Thomas heeft een vijftien jaar oudere broer, Johannes. Hij wordt gerekend tot de kloosterlingen van de eerste generatie van de Moderne Devotie en was betrokken bij de stichting in 1387 van het eerste klooster van de Windesheimer Congregatie in Windesheim, enkele kilometers ten zuiden van Zwolle.

In 1392 trekt de twaalfjarige Thomas vanuit zijn geboorteplaats naar het klooster te Windesheim. Zijn broer en medestichter van het Mariaklooster aldaar stuurt hem naar Deventer met een aanbevelingsbrief voor Florens Radewijnsz, een van Geert Grotes goede vrienden. In Deventer wordt Thomas opgenomen in het convict (kosthuis) voor arme scholieren (domus pauperum) onder de hoede van heer Florens, die als Thomas' mentor optreedt.

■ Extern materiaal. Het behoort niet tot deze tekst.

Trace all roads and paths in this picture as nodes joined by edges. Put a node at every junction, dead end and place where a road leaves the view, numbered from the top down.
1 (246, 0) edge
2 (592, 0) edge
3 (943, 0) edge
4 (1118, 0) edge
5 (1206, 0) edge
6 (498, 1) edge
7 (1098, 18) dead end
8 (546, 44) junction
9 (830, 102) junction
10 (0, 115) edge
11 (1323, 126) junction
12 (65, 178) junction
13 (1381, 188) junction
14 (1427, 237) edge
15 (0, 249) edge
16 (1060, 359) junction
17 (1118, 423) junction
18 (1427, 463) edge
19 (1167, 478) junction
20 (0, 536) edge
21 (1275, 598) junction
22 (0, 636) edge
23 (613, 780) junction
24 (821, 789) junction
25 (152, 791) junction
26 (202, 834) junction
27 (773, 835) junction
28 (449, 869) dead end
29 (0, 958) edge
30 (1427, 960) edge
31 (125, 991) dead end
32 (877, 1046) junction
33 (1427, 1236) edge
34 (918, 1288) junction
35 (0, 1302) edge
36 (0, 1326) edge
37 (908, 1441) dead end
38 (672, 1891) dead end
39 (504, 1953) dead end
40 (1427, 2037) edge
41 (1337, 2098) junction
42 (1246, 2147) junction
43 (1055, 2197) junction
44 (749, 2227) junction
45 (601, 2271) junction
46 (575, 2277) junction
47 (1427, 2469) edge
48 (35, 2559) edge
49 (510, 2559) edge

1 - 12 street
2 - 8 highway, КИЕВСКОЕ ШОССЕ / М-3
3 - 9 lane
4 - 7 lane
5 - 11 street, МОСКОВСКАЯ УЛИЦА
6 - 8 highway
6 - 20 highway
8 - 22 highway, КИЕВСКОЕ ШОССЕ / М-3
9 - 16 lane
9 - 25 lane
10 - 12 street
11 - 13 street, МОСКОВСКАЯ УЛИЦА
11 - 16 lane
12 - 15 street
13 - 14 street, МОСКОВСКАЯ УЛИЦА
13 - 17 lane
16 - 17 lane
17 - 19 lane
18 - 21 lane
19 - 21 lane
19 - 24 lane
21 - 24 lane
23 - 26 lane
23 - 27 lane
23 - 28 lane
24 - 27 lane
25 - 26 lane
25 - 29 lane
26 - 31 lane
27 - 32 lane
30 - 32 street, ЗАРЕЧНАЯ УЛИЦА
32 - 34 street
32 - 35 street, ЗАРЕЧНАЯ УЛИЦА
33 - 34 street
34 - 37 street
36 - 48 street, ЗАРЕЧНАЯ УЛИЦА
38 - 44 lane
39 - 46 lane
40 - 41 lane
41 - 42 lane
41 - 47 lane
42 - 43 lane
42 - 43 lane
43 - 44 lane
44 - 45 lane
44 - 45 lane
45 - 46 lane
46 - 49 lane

In 1399, na zijn schoolloopbaan te hebben beëindigd, keert Thomas naar Windesheim terug en trekt verder naar Zwolle. Zijn broer Johannes is inmiddels benoemd tot prior van het nieuw gestichte klooster op de Agnietenberg. Thomas komt als jonge man aan bij de OLV kapel in Zwolle. Hij is dan 18 of 19 jaar oud. Hij meldt zich aan de kloosterpoort van het Agnietenklooster op de Nemelerberg vlak bij de Vecht, waar naar Deventer voorbeeld in 1386 vanuit de Praubstraat een fraterhuis was gesticht en onder de bescherming gesteld van Sint-Agnes. Thomas ontmoet hier voor de tweede keer zijn broer. Dit broederhuis werd in 1398 omgevormd tot een klooster van Reguliere kanunniken van Windesheim volgens de regel van Augustinus en dat behoorde tot de kloosterfederatie het Kapittel (Congregatie) van Windesheim. Tot eerste prior werd benoemd Johannes van Kempen. De communiteit gaat van 1429 tot1432 in vrijwillige ballingschap en wijkt dan uit naar Ludingakerke bij Franeker Oorzaak was de omstreden benoeming van de bisschop van Utrecht.